Exercise directions >> The expected output is a copy of every line in the records with the string "Mahatma".

——————————

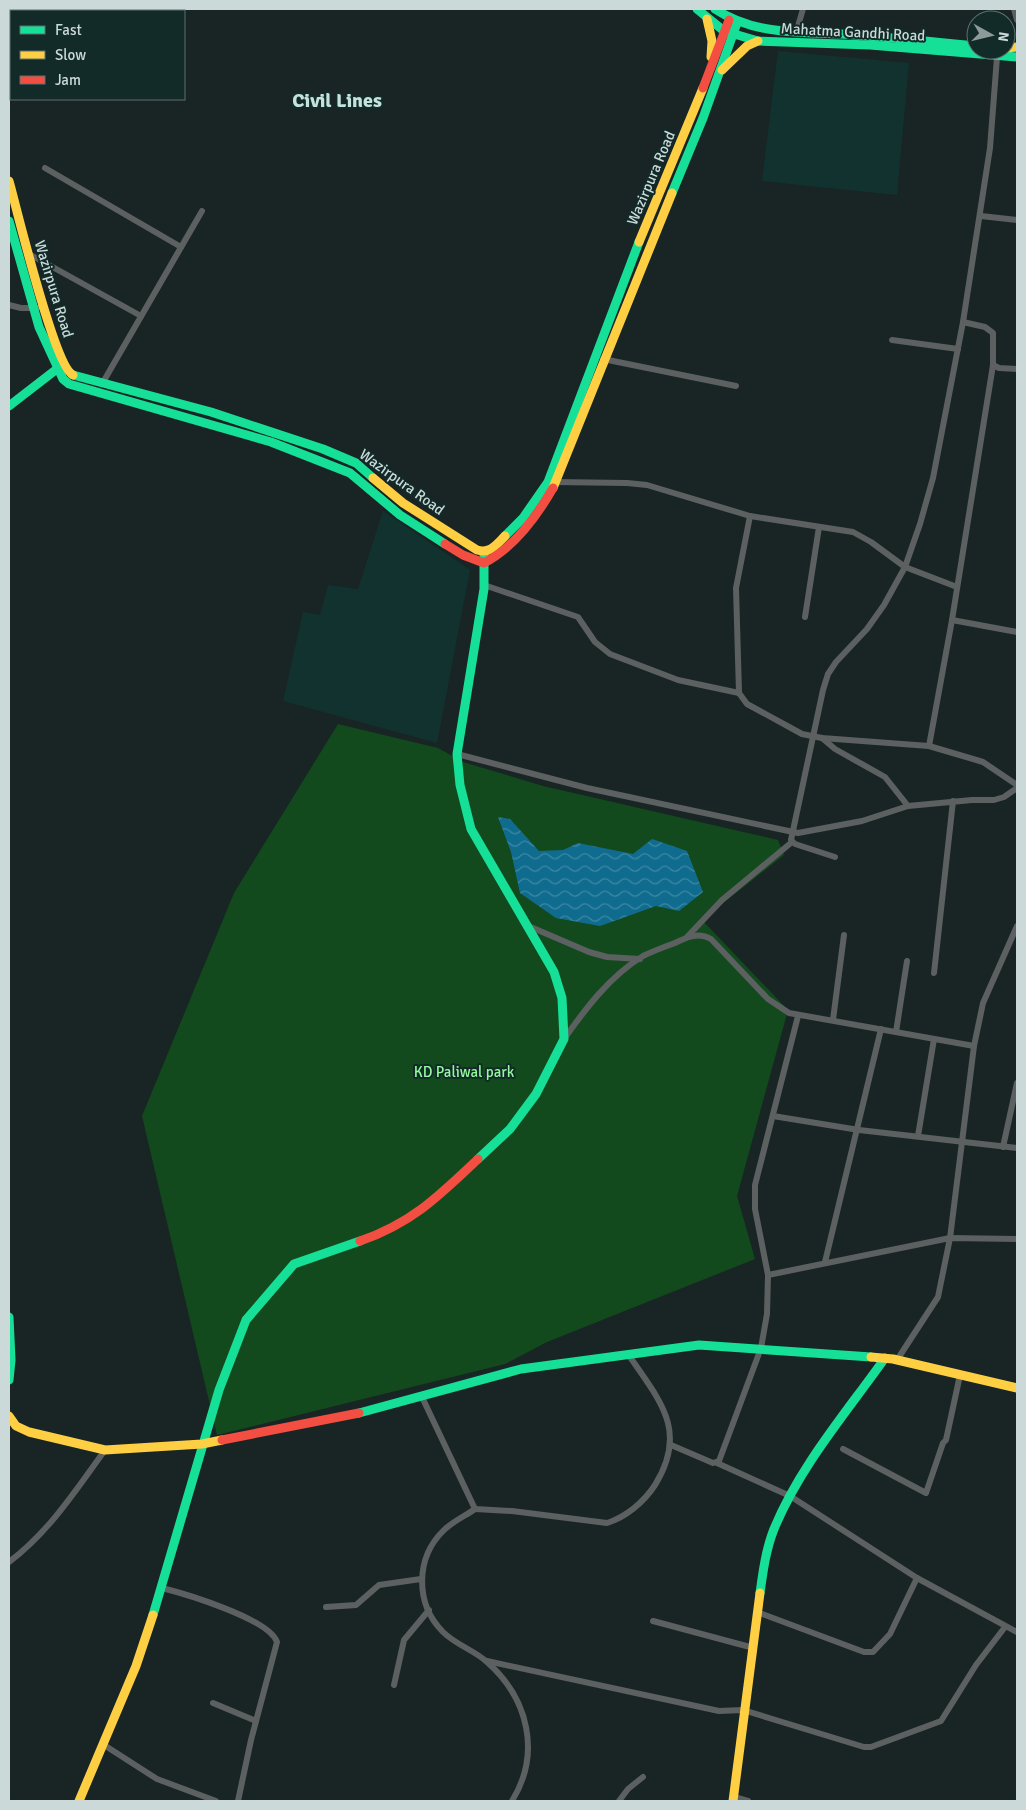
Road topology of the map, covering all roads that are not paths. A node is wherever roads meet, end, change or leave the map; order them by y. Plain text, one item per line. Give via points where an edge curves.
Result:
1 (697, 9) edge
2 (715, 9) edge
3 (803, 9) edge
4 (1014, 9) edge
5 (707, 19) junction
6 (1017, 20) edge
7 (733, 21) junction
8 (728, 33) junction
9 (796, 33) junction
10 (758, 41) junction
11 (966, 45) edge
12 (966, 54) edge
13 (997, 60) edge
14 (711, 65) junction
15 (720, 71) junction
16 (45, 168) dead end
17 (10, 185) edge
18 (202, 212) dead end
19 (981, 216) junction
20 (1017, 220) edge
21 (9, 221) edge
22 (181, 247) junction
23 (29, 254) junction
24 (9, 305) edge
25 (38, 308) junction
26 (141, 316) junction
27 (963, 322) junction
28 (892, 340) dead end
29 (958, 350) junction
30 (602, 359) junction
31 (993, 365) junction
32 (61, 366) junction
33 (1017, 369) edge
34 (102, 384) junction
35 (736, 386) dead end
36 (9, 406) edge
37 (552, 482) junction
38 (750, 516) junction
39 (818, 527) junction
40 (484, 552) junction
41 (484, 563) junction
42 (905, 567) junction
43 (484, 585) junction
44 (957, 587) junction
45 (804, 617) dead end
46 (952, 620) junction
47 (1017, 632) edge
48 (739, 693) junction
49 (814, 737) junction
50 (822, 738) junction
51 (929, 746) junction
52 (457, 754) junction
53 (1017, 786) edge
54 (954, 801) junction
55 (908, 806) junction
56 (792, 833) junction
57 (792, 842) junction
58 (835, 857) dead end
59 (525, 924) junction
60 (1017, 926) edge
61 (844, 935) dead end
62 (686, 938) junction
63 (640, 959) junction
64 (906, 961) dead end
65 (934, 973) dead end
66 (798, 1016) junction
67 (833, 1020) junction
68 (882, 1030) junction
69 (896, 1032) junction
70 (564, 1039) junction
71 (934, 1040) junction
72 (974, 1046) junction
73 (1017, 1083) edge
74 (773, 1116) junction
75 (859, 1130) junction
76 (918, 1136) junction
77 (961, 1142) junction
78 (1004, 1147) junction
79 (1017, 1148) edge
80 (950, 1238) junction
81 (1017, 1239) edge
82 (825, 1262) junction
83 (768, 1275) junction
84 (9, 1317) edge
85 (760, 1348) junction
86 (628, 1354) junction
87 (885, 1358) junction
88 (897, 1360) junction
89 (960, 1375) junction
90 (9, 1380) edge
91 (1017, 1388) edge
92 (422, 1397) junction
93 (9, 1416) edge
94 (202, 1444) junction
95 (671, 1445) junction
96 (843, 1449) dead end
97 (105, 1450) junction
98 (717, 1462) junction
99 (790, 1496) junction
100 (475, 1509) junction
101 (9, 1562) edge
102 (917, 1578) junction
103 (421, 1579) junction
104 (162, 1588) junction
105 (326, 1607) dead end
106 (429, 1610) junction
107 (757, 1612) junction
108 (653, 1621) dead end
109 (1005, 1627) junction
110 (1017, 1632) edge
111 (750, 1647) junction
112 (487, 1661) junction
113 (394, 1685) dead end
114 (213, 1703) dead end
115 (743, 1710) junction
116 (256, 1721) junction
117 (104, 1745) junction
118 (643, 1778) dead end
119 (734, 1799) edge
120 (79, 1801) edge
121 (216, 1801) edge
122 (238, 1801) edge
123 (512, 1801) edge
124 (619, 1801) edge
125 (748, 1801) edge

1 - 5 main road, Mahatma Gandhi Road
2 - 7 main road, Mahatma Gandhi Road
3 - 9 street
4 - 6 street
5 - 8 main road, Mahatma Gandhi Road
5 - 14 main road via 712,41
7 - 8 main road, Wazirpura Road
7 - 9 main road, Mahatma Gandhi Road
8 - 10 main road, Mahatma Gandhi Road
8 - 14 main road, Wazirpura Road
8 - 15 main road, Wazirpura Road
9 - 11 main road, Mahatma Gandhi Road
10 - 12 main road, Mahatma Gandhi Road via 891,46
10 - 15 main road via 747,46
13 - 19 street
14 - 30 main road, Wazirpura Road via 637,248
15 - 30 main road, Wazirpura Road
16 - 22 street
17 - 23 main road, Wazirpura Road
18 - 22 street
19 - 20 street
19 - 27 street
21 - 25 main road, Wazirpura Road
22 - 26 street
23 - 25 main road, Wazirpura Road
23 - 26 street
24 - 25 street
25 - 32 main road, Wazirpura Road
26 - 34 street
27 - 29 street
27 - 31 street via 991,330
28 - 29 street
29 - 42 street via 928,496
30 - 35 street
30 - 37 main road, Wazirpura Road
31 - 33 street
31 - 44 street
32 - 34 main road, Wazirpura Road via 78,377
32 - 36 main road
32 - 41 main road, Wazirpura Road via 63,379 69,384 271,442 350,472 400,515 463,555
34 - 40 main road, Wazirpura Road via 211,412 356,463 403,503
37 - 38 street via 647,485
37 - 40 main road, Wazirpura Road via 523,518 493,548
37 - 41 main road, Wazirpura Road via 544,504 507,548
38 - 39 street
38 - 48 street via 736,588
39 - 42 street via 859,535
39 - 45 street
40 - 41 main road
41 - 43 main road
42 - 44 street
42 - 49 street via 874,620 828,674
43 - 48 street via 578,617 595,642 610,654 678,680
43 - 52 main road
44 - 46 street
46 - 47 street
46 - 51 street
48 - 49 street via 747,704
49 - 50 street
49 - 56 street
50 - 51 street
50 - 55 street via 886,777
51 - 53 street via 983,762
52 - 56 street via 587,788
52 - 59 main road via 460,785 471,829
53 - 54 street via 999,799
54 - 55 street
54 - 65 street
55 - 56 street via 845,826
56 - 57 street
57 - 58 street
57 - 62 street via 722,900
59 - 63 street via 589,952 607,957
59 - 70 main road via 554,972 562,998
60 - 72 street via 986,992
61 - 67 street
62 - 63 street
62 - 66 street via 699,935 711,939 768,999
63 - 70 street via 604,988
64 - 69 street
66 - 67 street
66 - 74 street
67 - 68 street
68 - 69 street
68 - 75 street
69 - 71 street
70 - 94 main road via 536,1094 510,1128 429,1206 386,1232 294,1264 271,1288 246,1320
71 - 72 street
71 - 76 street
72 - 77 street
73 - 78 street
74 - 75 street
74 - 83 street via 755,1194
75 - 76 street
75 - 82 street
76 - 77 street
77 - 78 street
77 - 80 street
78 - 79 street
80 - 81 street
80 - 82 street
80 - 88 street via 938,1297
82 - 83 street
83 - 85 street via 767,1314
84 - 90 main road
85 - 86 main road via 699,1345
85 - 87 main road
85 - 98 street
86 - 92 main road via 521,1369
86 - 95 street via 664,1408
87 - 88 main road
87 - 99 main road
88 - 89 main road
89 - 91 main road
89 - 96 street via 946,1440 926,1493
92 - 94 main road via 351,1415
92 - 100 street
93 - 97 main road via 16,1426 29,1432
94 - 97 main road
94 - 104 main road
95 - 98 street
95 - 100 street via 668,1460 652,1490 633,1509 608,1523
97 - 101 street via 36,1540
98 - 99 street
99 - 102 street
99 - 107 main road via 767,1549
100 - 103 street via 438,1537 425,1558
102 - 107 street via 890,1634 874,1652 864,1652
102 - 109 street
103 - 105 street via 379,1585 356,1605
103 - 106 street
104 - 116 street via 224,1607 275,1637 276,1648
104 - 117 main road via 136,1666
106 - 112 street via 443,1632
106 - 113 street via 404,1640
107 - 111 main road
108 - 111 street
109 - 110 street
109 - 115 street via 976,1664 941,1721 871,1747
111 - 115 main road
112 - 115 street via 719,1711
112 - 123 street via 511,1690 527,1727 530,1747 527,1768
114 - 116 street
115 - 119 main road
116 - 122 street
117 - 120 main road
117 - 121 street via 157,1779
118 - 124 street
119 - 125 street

——————————

Task solution >>
1 - 5 main road, Mahatma Gandhi Road
2 - 7 main road, Mahatma Gandhi Road
5 - 8 main road, Mahatma Gandhi Road
7 - 9 main road, Mahatma Gandhi Road
8 - 10 main road, Mahatma Gandhi Road
9 - 11 main road, Mahatma Gandhi Road
10 - 12 main road, Mahatma Gandhi Road via 891,46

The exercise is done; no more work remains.